Activity:
Could you count the lines in the entries beneath that hold the word "Marjane"? Respond with the number alone.

=== Begin Enclosure ===

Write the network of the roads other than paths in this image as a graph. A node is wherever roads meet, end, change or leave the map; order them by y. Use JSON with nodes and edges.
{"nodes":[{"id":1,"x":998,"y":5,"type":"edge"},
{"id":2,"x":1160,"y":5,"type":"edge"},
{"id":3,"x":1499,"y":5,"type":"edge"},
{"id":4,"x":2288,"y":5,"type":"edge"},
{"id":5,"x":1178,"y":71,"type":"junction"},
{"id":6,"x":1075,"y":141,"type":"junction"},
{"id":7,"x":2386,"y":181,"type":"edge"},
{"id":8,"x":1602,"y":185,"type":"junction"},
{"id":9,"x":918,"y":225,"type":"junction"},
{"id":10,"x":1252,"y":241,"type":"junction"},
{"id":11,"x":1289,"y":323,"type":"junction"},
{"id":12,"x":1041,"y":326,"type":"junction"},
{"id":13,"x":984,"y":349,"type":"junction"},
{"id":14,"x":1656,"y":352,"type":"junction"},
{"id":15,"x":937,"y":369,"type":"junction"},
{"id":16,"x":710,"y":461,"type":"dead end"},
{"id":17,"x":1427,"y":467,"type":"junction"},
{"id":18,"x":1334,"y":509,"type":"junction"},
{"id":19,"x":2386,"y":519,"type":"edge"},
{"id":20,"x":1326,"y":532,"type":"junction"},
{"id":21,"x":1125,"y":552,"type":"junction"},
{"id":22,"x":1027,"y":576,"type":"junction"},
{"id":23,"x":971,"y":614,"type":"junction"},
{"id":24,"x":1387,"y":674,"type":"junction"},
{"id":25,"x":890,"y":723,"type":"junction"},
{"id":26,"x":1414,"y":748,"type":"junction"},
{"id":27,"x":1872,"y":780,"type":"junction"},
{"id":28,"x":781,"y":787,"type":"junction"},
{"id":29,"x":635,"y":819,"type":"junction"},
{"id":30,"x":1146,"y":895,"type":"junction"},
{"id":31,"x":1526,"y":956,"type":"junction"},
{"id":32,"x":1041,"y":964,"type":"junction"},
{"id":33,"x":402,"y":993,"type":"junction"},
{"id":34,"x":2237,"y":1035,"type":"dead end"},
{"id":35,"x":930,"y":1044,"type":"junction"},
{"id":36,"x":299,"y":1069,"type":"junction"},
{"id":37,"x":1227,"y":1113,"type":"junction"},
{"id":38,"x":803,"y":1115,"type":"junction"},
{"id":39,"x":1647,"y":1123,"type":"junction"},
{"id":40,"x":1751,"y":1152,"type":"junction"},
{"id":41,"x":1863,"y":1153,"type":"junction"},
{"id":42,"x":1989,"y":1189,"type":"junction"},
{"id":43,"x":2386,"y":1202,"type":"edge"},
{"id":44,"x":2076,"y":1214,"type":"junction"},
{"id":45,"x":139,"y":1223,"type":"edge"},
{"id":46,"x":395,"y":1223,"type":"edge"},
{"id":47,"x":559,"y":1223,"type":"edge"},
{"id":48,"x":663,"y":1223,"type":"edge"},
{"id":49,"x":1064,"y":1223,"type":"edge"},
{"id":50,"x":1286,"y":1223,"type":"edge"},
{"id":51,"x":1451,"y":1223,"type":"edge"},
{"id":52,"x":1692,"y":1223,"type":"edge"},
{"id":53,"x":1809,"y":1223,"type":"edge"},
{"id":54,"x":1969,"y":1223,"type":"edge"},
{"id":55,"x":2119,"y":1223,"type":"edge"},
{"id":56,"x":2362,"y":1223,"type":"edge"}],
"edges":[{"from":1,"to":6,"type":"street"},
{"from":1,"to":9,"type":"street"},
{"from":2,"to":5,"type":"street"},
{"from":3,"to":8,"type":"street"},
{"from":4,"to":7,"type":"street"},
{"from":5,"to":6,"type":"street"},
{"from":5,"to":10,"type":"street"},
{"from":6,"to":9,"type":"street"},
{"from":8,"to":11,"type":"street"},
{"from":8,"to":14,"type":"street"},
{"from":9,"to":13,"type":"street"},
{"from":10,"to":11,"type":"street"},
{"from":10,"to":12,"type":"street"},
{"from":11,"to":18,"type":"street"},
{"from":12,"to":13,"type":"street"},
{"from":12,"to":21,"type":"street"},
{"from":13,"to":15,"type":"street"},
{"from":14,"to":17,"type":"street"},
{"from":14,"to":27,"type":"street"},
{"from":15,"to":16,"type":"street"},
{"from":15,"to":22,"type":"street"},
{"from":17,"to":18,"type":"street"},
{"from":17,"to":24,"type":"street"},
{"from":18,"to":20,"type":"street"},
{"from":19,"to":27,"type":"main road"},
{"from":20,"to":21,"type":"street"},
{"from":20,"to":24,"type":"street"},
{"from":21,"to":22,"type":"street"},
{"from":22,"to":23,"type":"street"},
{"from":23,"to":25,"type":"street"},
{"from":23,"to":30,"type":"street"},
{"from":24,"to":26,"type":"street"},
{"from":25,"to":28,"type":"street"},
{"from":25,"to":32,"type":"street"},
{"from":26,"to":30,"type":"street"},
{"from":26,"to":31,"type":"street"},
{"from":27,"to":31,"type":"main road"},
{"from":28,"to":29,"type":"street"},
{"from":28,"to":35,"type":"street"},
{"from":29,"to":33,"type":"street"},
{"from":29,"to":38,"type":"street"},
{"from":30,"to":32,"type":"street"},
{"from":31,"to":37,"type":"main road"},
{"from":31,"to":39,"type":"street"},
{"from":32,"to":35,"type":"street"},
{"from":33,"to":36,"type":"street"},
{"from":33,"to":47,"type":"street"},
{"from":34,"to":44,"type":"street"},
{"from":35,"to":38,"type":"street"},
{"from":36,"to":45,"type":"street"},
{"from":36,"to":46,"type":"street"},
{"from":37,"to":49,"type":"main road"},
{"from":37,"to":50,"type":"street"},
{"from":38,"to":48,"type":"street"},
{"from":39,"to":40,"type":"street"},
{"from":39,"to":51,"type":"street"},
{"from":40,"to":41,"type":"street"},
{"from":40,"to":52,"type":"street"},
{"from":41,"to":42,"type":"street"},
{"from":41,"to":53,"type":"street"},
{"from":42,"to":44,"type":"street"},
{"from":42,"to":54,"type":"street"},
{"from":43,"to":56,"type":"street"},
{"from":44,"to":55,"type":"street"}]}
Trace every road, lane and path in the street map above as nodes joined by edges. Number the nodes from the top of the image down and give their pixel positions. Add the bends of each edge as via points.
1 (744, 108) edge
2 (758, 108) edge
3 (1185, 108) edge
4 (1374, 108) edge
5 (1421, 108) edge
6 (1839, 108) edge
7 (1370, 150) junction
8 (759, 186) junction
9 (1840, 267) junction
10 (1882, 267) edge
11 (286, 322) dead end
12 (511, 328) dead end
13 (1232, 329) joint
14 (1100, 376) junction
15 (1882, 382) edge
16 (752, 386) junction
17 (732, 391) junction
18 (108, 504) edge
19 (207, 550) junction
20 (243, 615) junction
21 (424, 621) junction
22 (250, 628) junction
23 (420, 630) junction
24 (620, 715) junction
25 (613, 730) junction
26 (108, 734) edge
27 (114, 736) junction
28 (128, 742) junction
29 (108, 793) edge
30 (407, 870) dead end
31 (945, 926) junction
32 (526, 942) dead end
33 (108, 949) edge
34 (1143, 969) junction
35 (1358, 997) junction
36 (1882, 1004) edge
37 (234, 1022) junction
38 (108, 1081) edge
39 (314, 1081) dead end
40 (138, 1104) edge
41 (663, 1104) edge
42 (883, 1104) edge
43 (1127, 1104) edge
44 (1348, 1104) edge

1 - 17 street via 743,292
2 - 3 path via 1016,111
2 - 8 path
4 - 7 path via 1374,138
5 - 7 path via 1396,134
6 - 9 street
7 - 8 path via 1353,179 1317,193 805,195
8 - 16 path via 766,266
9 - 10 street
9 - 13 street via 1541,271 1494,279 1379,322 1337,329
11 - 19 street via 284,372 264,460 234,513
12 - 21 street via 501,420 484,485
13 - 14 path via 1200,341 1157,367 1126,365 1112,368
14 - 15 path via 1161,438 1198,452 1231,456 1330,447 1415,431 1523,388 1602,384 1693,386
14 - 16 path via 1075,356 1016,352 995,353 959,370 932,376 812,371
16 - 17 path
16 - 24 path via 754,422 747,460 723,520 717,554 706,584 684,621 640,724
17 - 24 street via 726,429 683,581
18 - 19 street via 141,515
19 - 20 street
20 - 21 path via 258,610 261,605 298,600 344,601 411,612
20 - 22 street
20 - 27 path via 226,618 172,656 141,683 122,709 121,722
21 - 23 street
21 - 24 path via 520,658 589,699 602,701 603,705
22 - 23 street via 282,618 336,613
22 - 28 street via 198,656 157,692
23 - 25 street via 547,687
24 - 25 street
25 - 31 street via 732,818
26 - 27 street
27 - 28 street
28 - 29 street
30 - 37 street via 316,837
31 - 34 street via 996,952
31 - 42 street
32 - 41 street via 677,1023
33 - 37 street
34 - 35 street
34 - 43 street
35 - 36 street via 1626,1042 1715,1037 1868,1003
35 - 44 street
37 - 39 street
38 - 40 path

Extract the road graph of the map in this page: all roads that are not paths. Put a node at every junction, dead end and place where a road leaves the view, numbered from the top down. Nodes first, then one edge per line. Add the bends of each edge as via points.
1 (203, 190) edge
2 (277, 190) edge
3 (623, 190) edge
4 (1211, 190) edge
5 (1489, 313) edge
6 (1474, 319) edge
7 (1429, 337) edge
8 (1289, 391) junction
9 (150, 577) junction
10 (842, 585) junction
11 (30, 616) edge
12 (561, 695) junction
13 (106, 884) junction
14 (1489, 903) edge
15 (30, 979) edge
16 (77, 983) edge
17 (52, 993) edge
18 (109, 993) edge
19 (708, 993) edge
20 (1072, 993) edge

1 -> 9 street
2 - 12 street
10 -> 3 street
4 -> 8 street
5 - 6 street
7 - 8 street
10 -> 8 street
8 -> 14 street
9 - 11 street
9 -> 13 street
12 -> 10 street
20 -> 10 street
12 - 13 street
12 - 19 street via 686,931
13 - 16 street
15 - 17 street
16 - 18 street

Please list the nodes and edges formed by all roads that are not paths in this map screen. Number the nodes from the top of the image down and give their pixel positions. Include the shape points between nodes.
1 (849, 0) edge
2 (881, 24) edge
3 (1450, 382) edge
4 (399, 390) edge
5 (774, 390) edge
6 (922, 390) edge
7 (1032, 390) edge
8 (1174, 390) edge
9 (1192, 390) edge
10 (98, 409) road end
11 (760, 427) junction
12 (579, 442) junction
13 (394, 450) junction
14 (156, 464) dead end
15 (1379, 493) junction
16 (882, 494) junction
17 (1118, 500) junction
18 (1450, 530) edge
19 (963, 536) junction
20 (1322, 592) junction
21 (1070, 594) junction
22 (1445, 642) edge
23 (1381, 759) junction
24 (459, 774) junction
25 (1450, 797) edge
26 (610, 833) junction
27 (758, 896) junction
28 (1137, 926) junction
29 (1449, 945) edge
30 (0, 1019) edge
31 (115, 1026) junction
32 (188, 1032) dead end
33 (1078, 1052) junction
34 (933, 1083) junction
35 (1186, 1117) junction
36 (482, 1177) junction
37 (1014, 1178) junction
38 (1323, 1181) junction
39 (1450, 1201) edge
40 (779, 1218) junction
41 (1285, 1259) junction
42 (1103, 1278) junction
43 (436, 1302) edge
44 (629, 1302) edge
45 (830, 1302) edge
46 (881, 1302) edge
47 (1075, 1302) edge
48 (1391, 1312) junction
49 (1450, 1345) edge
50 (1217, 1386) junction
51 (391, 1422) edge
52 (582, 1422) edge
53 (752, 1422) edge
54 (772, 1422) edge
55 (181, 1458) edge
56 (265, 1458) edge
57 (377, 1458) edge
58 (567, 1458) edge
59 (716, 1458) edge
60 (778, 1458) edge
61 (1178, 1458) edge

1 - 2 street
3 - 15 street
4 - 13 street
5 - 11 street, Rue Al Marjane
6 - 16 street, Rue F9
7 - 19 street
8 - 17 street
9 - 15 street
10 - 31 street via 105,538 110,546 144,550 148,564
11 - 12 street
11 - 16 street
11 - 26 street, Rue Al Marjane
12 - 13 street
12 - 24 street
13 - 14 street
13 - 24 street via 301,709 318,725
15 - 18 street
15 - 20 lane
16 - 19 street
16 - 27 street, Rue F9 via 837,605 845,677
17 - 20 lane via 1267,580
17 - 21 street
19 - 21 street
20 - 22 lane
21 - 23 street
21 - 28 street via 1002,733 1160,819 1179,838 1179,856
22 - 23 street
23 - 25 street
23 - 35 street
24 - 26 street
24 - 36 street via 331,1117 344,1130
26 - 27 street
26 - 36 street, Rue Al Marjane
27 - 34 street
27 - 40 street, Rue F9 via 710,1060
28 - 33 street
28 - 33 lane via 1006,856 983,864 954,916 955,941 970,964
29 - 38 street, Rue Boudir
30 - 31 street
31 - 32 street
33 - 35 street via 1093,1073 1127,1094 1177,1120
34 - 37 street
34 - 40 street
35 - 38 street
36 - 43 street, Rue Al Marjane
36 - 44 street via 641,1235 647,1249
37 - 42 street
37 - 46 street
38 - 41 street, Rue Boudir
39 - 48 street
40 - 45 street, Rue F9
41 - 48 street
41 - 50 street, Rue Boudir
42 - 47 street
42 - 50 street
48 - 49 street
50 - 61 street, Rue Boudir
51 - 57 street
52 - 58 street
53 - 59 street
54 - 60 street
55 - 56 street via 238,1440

=== End Enclosure ===

Expected answer:
4